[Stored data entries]
····················

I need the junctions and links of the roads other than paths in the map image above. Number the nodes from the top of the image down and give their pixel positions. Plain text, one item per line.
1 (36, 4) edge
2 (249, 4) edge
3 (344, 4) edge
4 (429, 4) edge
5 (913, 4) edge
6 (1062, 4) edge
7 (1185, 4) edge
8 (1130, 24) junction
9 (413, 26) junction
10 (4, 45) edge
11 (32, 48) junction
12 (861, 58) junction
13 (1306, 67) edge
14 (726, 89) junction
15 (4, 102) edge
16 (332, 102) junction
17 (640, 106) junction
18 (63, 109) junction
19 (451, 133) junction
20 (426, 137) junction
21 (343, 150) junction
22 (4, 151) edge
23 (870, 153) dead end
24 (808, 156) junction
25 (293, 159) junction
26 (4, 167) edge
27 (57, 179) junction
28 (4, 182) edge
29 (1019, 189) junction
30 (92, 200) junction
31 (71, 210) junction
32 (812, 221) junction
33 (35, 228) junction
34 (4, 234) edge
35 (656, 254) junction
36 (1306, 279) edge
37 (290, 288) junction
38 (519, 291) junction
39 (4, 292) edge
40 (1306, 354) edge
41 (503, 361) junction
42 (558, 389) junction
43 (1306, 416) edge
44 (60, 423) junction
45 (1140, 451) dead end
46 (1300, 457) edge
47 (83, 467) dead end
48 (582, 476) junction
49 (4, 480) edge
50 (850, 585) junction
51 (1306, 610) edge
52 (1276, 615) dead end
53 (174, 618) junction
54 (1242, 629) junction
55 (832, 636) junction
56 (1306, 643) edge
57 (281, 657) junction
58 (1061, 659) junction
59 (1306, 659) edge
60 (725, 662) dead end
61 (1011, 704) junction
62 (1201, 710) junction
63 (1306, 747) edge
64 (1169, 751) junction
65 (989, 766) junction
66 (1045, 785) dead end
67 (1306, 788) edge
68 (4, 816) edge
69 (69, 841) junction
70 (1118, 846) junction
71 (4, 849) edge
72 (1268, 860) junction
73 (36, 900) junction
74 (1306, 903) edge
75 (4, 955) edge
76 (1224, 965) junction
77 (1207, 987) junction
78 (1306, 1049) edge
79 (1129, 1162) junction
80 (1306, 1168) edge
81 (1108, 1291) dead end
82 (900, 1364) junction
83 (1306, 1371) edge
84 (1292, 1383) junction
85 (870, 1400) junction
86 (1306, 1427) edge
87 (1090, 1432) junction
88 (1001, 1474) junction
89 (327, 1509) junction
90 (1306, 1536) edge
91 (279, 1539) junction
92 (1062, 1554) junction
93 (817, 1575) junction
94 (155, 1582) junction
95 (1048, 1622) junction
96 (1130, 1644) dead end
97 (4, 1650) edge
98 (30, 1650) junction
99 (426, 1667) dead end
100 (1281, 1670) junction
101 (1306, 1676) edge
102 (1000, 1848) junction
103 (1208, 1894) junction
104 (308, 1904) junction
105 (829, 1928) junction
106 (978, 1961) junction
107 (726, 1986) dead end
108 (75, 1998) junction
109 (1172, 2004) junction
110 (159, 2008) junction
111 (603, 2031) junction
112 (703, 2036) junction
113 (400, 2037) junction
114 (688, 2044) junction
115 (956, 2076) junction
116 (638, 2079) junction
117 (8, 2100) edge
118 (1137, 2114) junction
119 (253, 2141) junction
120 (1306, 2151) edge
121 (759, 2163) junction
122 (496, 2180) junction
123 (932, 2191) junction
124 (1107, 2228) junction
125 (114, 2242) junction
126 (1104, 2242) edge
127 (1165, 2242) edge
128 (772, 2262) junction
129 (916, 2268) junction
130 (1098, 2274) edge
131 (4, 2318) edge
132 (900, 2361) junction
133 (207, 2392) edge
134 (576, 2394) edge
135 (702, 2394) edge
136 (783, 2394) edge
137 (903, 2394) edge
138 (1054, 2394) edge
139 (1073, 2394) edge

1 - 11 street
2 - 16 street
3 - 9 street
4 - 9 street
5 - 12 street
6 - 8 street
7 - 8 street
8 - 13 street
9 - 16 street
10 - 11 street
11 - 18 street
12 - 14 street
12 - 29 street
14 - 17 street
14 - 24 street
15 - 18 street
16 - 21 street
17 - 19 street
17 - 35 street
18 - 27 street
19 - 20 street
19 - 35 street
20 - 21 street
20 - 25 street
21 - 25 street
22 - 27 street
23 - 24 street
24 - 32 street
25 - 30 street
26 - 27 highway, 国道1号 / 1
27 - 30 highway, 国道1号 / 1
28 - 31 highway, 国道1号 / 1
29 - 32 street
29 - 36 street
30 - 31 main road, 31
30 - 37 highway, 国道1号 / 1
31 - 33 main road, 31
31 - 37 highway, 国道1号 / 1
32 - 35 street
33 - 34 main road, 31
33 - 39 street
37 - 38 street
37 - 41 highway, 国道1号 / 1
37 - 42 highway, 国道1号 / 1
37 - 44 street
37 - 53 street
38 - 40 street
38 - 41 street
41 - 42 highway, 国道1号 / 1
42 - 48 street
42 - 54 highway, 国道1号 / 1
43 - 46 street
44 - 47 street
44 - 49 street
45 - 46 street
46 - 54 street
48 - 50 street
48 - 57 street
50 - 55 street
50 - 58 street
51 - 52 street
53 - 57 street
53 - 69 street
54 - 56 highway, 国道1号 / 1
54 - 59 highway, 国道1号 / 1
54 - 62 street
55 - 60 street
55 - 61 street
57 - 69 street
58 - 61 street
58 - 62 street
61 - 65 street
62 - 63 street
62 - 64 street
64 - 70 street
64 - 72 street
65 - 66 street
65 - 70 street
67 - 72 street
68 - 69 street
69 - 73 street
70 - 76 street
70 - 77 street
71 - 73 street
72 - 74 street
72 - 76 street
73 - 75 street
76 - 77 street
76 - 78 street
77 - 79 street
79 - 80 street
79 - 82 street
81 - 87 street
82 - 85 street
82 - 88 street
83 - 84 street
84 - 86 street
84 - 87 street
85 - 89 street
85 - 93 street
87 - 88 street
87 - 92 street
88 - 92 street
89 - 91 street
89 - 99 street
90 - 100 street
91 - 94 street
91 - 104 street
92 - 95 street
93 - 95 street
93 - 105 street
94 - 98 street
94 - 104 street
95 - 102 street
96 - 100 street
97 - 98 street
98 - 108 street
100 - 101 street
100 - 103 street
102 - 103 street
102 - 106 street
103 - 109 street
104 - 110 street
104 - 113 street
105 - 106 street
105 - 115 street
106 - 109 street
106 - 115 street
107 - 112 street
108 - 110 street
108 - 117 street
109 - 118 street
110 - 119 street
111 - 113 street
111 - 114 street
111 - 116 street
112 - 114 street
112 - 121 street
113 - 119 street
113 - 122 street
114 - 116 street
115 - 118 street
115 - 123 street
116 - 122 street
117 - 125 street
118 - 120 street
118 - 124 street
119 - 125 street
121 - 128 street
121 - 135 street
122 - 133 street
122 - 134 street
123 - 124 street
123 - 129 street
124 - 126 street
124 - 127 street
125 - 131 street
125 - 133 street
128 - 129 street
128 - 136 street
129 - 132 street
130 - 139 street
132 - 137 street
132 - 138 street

····················

What to work on
Copy, from the data above, every line where the word "dead" appears.

Expected output
23 (870, 153) dead end
45 (1140, 451) dead end
47 (83, 467) dead end
52 (1276, 615) dead end
60 (725, 662) dead end
66 (1045, 785) dead end
81 (1108, 1291) dead end
96 (1130, 1644) dead end
99 (426, 1667) dead end
107 (726, 1986) dead end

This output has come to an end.